Initial plans in 1901 foresaw a 60-metre-long landing stage, but this was deemed insufficient due to the very high number of anticipated visitors. The first 508-metre long pier with a restaurant was built in 1906. Pack ice damaged the structure in 1918; in 1920 the bridge head was destroyed by fire. In 1924, the bridge was again damaged by ice. In 1925 a new pier was built with a platform and concert hall, that had a length of approximately 500 metres. This bridge was destroyed in severe ice conditions in the winter of 1941/1942. The undamaged bridge house survived, however, and from 1950s to the 1970s was the site of a popular dance hall.
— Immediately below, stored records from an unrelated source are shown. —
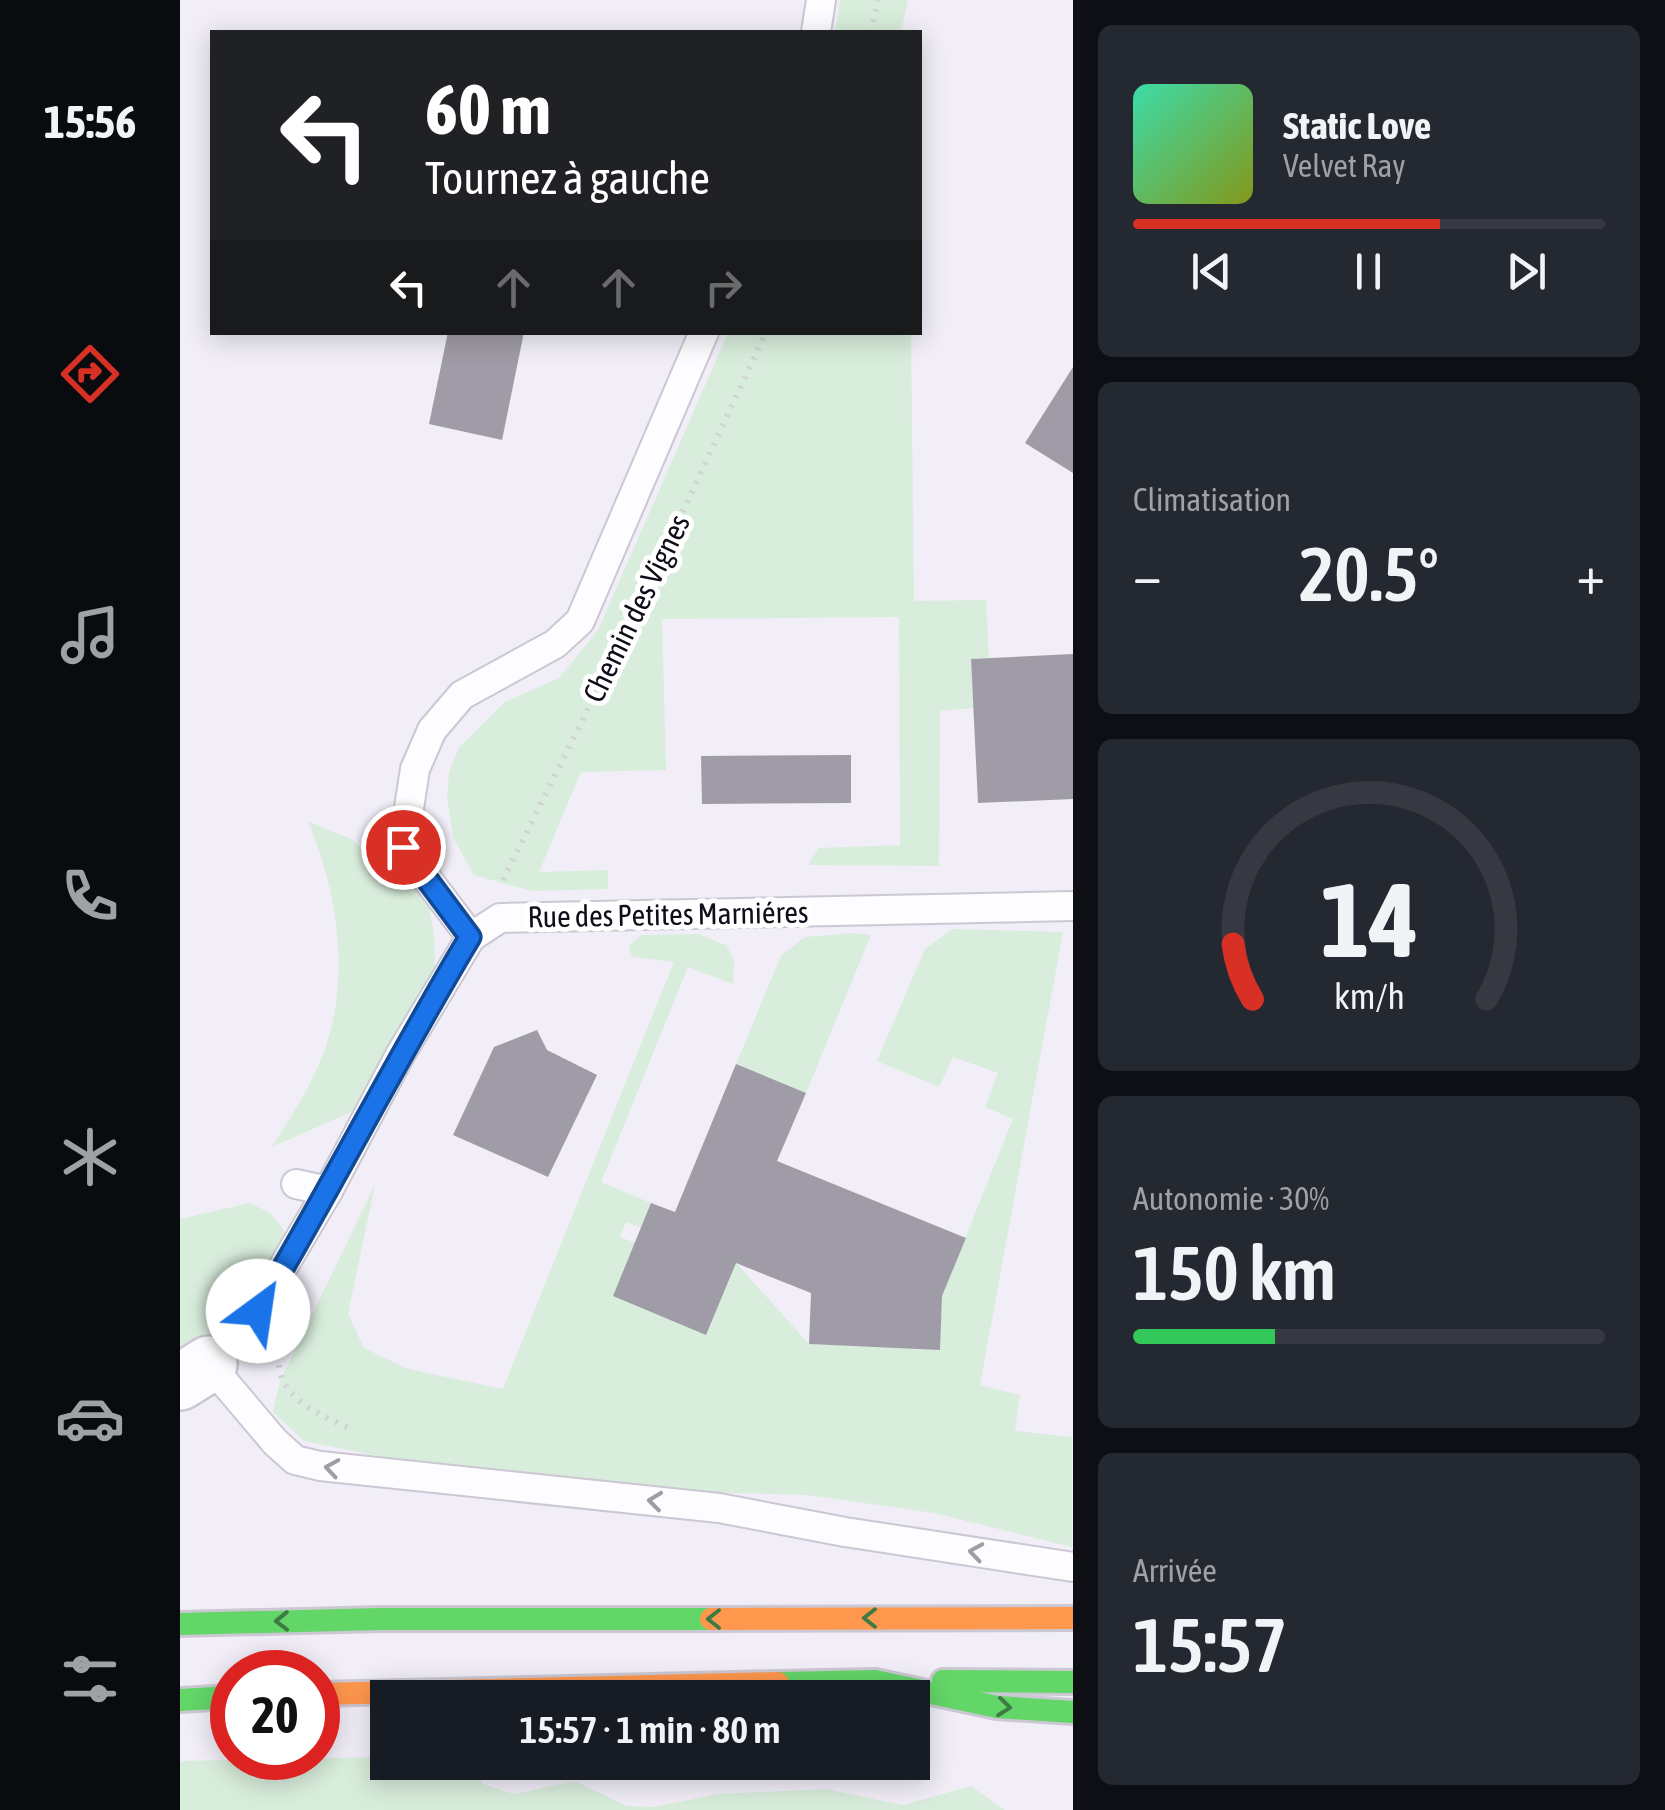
<!DOCTYPE html>
<html lang="fr">
<meta charset="utf-8">
<style>
body{margin:0;font-family:"Asap Condensed",sans-serif;background:#242831;color:#f1f3f6;height:100vh;display:flex;flex-direction:column;font-size:38px;white-space:nowrap}
*{box-sizing:border-box;margin:0}
p{font-size:32px;color:#9ea1a6}
.icon{flex:none;width:55px;height:55px;fill:none;stroke:currentColor;stroke-width:2;stroke-linecap:round;stroke-linejoin:round}
.map{position:relative;flex:1;overflow:hidden}
.side{display:flex;flex-direction:column;gap:25px;padding:25px;background:#0d0f14;width:592px}
.side>*{flex:none}
.guide{position:absolute;left:30px;top:30px;width:712px;height:305px;border-radius:0px;box-shadow:0 5px 25px #0003;background:#202124;color:#fff;overflow:hidden}
.speed{position:absolute;left:30px;top:1650px;display:flex;gap:20px;font-size:50px;font-weight:700;text-align:center}
.speed>*{display:grid;place-content:center;width:130px;height:130px;border-radius:50%;background:#171b24;box-shadow:0 5px 25px #0003;line-height:1}
.speed .limit{border:15px solid #d22;background:#fff;color:#111}
.pin{position:absolute;display:grid;place-items:center;width:85px;height:85px;color:#fff;margin:-42px;border:5px solid #fff;border-radius:50%;box-shadow:0 2px 10px #0007}
.me{position:absolute;width:110px;margin:-55px;rotate:31deg;stroke-linejoin:round;filter:drop-shadow(0 0 8px #0008)}
.turn{display:flex;align-items:center;gap:35px;height:210px;padding:0 50px;font-size:45px}
.turn .icon{width:130px;height:130px;stroke-width:2.5}
.turn b{display:block;font-size:70px;line-height:85px}
.lanes{display:flex;align-items:center;height:95px;padding:0 50px;background:#0003;justify-content:center;gap:50px;direction:ltr}
.lanes .off{opacity:.35}
.big{font-size:75px;font-weight:600;line-height:1.1}
.side .tile{flex:1;display:flex;flex-direction:column;justify-content:center;gap:15px;min-width:0;padding:0 35px;border-radius:15px;background:#242831}
.side .dial{align-items:center;gap:0}
.dial svg{height:260px;overflow:visible;fill:none;stroke:#363941;stroke-width:7;stroke-linecap:round;text-anchor:middle}
.dial text{fill:#f1f3f6;stroke:none}
.song{display:flex;align-items:center;gap:30px}
.cover{width:120px;height:120px;border-radius:15px;background:linear-gradient(135deg,hsl(160 70% 55%),hsl(70 70% 35%))}
.played{height:10px;border-radius:5px;background:linear-gradient(90deg,#d93025 65%,#363941 65%)}
.keys{display:flex;justify-content:space-around;direction:ltr}
.heat{display:flex;justify-content:space-between;align-items:center;font-size:55px;direction:ltr}
.charge{height:15px;border-radius:8px;background:linear-gradient(90deg,#34c759 30%,#363941 0)}
.trip{position:absolute;left:190px;top:1680px;width:560px;height:100px;border-radius:0px;background:#171b24;box-shadow:0 5px 25px #0003;font-weight:600;line-height:100px;text-align:center}
main{display:flex;flex:1;min-height:0}
.menu{display:flex;flex-direction:column;width:180px;justify-content:space-around;align-items:center;background:#090b0e;color:#9ea1a6}
.menu .icon{width:70px;height:70px}
.menu .on{color:#d93025}
.menu b{font-size:45px;color:#f1f3f6}
.map>svg:first-child{display:block}
.green{fill:#d8eddc}
.building{fill:#a09ca7}
.lines{fill:none;stroke-linecap:round;stroke-linejoin:round}
.lane-casing{stroke:#ccc8d3;stroke-width:32}
.street-casing{stroke:#ccc8d3;stroke-width:60}
.fast-casing{stroke:#ccc8d3;stroke-width:28}
.slow-casing{stroke:#ccc8d3;stroke-width:28}
.path{stroke:#d2d1d4;stroke-width:6;stroke-dasharray:2.5 8;stroke-linecap:butt}
.lane{stroke:#fdfcfe;stroke-width:28}
.street{stroke:#fdfcfe;stroke-width:55}
.fast{stroke:#63d668;stroke-width:22}
.slow{stroke:#ff974d;stroke-width:22}
.oneway{stroke:#9f9ca2}
.oneway2{stroke:#3e7b44}
.route-casing{stroke:#114b97;stroke-width:25}
.route{stroke:#1a73e8;stroke-width:18}
.labels{text-anchor:middle;dominant-baseline:central;stroke-width:10;stroke-linejoin:round;paint-order:stroke}
.street-label{font-size:30px;fill:#110c17;stroke:#fff}
</style>
<main>
<nav class="menu">
<b>15:56</b>
<svg class="icon on" aria-label="directions" viewBox="0 0 24 24"><path d="M12 3l9 9-9 9-9-9zM9 14v-3h6M13 9l2 2-2 2"/></svg>
<svg class="icon" aria-label="music" viewBox="0 0 24 24"><path d="M9 18V5l10-2v13"/><circle cx="6" cy="18" r="3"/><circle cx="16" cy="16" r="3"/></svg>
<svg class="icon" aria-label="phone" viewBox="0 0 24 24"><path d="M5 4h4l2 5-3 2q2 4 5 5l2-3 5 2v4C11 20 4 13 5 4z"/></svg>
<svg class="icon" aria-label="climate" viewBox="0 0 24 24"><path d="M12 3v18M4 7l16 10M4 17L20 7"/></svg>
<svg class="icon" aria-label="car" viewBox="0 0 24 24"><path d="M5 17H2v-5l4-1 3-4h7l3 4 3 1v5h-3M9 17h6M6 11h13"/><circle cx="7" cy="17" r="2"/><circle cx="17" cy="17" r="2"/></svg>
<svg class="icon" aria-label="filters" viewBox="0 0 24 24"><path d="M4 7h16M4 17h16"/><circle cx="9" cy="7" r="2"/><circle cx="15" cy="17" r="2"/></svg>
</nav>
<div class="map">
<svg width="893" height="1810" viewBox="0 0 893 1810">
<rect width="100%" height="100%" fill="#f1eef8"/>
<g class="green">
<path d="M660,0h68l-7,32h-66z"/>
<path d="M548,333h183l3,268 72,-1 3,58 -18,1 2,49 -33,3 -1,155 -131,-1 11,-17 81,-3 -1,-228 -237,2 4,151 -85,2 -42,100 69,-2v19l-76,2 -58,-16 -21,-38 -6,-38 2,-27 10,-24 46,-46 54,-24 39,-48z"/>
<path d="M128,821l43,18 76,58 7,37 1,33 -75,141 -88,39c13,-21 28,-43 39,-66 43,-81 31,-178 -3,-260z"/>
<path d="M773,929l110,3 -83,453 40,10 -5,36 57,6v110l-138,-34 -127,-18 -168,-5 -198,-21 -137,-28 -31,-29 7,-31 95,-196 -27,129 16,34 44,21 95,20 171,-427 -42,-5 -3,-11 12,-11 57,-1 28,11 8,15 -1,24 -45,-17 -87,215 50,21 -9,25 -16,-6 -6,15 15,6 101,20 73,81 131,5 2,-53 71,-177 -28,-12 13,-34 -45,-16 -14,30 -62,-26 48,-112z"/>
<path d="M672,933l19,2 -65,158 -70,-29 45,-108 24,-19z"/>
<path d="M69,1203l20,9 15,18c-3,48 -65,99 -104,125v-136z"/>
<path d="M207,1757l1,5 81,1 14,21 31,10 61,-13 52,25 27,1 64,-13 108,-5 77,16 68,-19 34,24h-825v-49z"/>
</g>
<g class="building">
<path d="M268,332h76l-22,108 -73,-16z"/>
<path d="M893,367v106l-48,-30z"/>
<path d="M893,654v145l-95,4 -7,-144z"/>
<path d="M671,755v48l-149,1 -1,-48z"/>
<path d="M357,1030l10,20 50,25 -49,102 -95,-42 41,-88z"/>
<path d="M556,1064l70,29 -29,68 189,77 -24,58 -2,54 -131,-6 2,-51 -75,-30 -30,72 -93,-39 38,-93 24,9z"/>
</g>
<g class="lines">
<g class="lane-casing">
<g id="lane">
<path d="M636,32l5,-32"/>
<path d="M893,906l-573,12 -29,19 -71,118 -72,136 -71,120 -48,53 66,78 20,18 25,6 399,42 126,24 228,35"/>
<path d="M291,937l-68,-90 12,-78 17,-39 30,-35 93,-51 25,-23 124,-289"/>
<path d="M116,1184l32,7"/>
</g>
</g>
<g class="street-casing">
<path id="street" d="M0,1382l29,-18"/>
</g>
<g class="fast-casing">
<g id="fast">
<path d="M0,1624l200,-5h331"/>
<path d="M763,1681l130,1"/>
<path d="M598,1683l97,-2 122,26 76,5"/>
<path d="M0,1700l52,-3"/>
</g>
</g>
<g class="slow-casing">
<g id="slow">
<path d="M531,1619l362,-1"/>
<path d="M138,1694l460,-11"/>
</g>
</g>
<g class="path">
<path d="M691,32l7,-32"/>
<path d="M323,880l136,-274 127,-274"/>
<path d="M99,1344c-7,50 30,66 70,84"/>
</g>
<use href="#lane" class="lane"/>
<use href="#street" class="street"/>
<use href="#fast" class="fast"/>
<use href="#slow" class="slow"/>
</g>
<defs><path id="oneway-chevron" d="M-2-3.5L2.5 0L-2 3.5" fill="none" stroke-width="1.6" stroke-linecap="round" stroke-linejoin="round" transform="scale(2.5)"/></defs>
<g class="oneway">
<use href="#oneway-chevron" transform="translate(152 1468) rotate(-171)"/>
<use href="#oneway-chevron" transform="translate(475 1501) rotate(-173)"/>
<use href="#oneway-chevron" transform="translate(796 1552) rotate(-171)"/>
</g>
<g class="oneway2">
<use href="#oneway-chevron" transform="translate(690 1618) rotate(180)"/>
<use href="#oneway-chevron" transform="translate(534 1619) rotate(180)"/>
<use href="#oneway-chevron" transform="translate(102 1621) rotate(179)"/>
<use href="#oneway-chevron" transform="translate(824 1707) rotate(6)"/>
</g>
<g class="lines">
<g class="route-casing">
<path id="route" d="M78,1311c73,-123 138,-251 212,-374l-67,-90"/>
</g>
<use href="#route" class="route"/>
</g>
<g class="labels">
<g class="street-label">
<text transform="translate(456 608) rotate(-64)">Chemin des Vignes</text>
<text transform="translate(488 914) rotate(-1)">Rue des Petites Marniéres</text>
</g>
</g>
</svg>
<div class="speed"><div class="limit">20</div></div>
<div class="pin" style="left:223px;top:847px;background:#d93025"><svg class="icon" aria-label="arrive" viewBox="0 0 24 24"><path d="M6 21V4h12l-3 4 3 4H6"/></svg></div>
<svg class="me" style="left:78px;top:1311px" viewBox="-20 -20 40 40"><circle r="19" fill="#fff"/><path d="M0-13L10 11 0 6-10 11z" fill="#1a73e8"/></svg>
<div class="trip">15:57 · 1 min · 80 m</div>
<div class="guide">
<div class="turn"><svg class="icon" aria-label="left" viewBox="0 0 24 24"><path d="M17 20v-9H6M10 6l-5 5 5 5"/></svg><div><b>60 m</b>Tournez à gauche</div></div>
<div class="lanes"><svg class="icon" aria-label="left" viewBox="0 0 24 24"><path d="M17 20v-9H6M10 6l-5 5 5 5"/></svg><svg class="icon off" aria-label="ahead" viewBox="0 0 24 24"><path d="M12 20V5M6 11l6-6 6 6"/></svg><svg class="icon off" aria-label="ahead" viewBox="0 0 24 24"><path d="M12 20V5M6 11l6-6 6 6"/></svg><svg class="icon off" aria-label="right" viewBox="0 0 24 24"><path d="M7 20v-9h11M14 6l5 5-5 5"/></svg></div>
</div>
</div>
<section class="side">
<div class="tile">
<div class="song"><i class="cover"></i><div><b>Static Love</b><p>Velvet Ray</p></div></div>
<div class="played"></div>
<div class="keys"><svg class="icon" aria-label="previous" viewBox="0 0 24 24"><path d="M18 5L8 12l10 7zM5 5v14"/></svg><svg class="icon" aria-label="pause" viewBox="0 0 24 24"><path d="M8 5v14M16 5v14"/></svg><svg class="icon" aria-label="next" viewBox="0 0 24 24"><path d="M6 5l10 7-10 7zM19 5v14"/></svg></div>
</div>
<div class="tile"><p>Climatisation</p>
<div class="heat"><a>−</a><b class="big">20.5°</b><a>+</a></div>
</div>
<div class="tile dial"><svg viewBox="0 0 100 80">
<path d="M14 69A42 42 0 1 1 86 69"/>
<path d="M14 69A42 42 0 0 1 8 52" stroke="#d93025"/>
<text x="50" y="56" font-size="32" font-weight="700">14</text>
<text x="50" y="72" font-size="11">km/h</text>
</svg></div>
<div class="tile"><p>Autonomie · 30%</p><b class="big">150 km</b><div class="charge"></div></div>
<div class="tile"><p>Arrivée</p><b class="big">15:57</b></div>
</section>
</main>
During this time, however, the structure of the building was neglected and the dilapidated bridgehead, including its structures, had to be demolished in 1978.

In 1991 the President of Germany, Richard von Weizsäcker, visited Sellin and his visit prompted active support for this structure's rebuilding. On 27 August 1992, reconstruction began in several sections based on models of the buildings from 1906 and 1925. On 20 December 1997, Sellin honorary citizen Hans Knospe symbolically cut the ribbon for at the handover of the structure. The official opening of the new pier, including its restaurant, was held on 2 April 1998. At 394 metres, it is the longest pier on the island.

After water damage was found in October 2011 the restaurant was closed for some time.